The loss is about three inhabitants a day since the beginning of the year, which becomes closer to four if we limit ourselves to last month. The decline, as shown by the data, naturally includes greater Venice, but with a smaller loss of about 1.3 inhabitants, of a demographic base that is, however, close to half the size. 916 residents have been lost in historic Venice.
In the first four months of 2021 another 258 were lost, which would point towards a population decline even greater than last year. Covid and mortality among the aged have certainly not helped, but the diminishing of the residents is now a fact that has progressed for many years, without a glimpse of the trend reversing.
Yet there are those who still hope. Claudio Scarpa, director of the Venezia Albergatori association (AVA) offered this analysis: “Right now what is required are people who are able to dream up a new idea of the city”, he explains, “because Venice is now the oldest city in Italy, one of the most expensive, too connected to only tourism and praise for the slow life we all share, and that is not what is required by those who are running businesses.
The pandemic has aggravated the crisis of the Italian system, but in Venice it is felt even more. Because there is little else beyond tourism. We have a capable ruling class, but what is needed is a new project for the city which for now I do not see. Only that, if properly supported, could reverse the trend and bring new residents”.
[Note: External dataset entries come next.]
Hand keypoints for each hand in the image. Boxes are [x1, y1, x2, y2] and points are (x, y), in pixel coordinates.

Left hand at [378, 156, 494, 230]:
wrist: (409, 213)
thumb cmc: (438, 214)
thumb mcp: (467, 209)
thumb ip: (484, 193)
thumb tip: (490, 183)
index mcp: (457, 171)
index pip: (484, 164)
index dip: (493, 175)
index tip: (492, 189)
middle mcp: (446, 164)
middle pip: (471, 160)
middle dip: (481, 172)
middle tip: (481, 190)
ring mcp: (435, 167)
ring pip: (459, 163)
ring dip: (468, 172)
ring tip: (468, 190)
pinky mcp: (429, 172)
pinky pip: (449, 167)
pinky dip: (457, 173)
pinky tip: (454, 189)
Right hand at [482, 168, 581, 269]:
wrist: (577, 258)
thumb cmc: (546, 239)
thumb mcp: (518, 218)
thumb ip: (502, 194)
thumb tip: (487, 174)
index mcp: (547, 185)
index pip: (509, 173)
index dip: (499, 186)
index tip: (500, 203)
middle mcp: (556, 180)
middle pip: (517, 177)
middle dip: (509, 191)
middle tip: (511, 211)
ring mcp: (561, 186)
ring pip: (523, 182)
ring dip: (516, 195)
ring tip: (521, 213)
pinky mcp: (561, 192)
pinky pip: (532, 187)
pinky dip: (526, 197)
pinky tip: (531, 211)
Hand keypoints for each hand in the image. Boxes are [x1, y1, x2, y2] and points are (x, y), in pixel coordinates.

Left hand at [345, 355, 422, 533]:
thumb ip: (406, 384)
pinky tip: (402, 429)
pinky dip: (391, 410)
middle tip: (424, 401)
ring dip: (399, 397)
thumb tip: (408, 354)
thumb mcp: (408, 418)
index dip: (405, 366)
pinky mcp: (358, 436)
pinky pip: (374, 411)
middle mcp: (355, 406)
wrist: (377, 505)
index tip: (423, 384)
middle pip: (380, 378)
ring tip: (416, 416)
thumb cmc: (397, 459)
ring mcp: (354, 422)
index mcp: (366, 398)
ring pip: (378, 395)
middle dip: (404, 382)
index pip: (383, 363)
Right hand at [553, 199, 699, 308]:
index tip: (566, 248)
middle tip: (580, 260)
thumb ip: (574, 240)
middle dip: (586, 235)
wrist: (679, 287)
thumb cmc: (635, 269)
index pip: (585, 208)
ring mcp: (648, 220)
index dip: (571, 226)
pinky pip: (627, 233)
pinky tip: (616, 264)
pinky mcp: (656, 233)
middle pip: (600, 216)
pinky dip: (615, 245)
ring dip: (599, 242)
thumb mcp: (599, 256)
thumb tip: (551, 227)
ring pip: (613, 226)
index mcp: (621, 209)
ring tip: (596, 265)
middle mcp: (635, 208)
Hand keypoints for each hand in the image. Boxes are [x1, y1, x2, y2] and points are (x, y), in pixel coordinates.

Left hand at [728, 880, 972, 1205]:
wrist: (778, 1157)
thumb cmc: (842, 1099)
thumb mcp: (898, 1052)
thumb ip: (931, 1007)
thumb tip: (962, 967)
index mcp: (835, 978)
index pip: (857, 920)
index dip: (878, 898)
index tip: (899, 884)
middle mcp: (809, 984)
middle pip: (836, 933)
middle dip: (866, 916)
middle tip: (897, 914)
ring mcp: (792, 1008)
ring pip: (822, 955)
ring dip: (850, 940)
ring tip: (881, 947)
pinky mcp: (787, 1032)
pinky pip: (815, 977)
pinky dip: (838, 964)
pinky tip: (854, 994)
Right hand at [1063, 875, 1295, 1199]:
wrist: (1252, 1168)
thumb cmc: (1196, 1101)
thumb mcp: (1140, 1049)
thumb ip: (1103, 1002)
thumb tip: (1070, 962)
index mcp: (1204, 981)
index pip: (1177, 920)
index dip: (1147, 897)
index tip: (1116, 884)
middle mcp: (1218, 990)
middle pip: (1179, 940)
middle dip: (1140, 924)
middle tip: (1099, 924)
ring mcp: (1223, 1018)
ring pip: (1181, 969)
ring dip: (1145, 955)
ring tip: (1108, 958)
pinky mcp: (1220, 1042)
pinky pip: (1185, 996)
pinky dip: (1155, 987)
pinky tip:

Substantially in agreement is the sociologist and city councilor for Verdi, Gianfranco Bettin. “Venice is a historic city which, like others”, he explains, “is suffering a loss of residents, which according to some predictions could have been even faster if in the past decades there had not been protective mechanisms activated such as those linked to the funds of the Special Law.
Now all this won’t be enough, and if there is no intervention very soon the decline risks becoming unstoppable. Tourism is certainly a resource for Venice that it cannot give up, but it cannot be the only activity here other than the presence of the public administration in the city. Defensive policies are required, like the block on zoning variances, but proactive action is also needed. I think of the use of the moneys from the Recovery Fund, which for now is unclear for our city, but also a revival of the Special Law. We need measures that favor the arrival of new residents through the creation of new economic opportunities – which do not include bringing cruise ship tourism to Marghera.”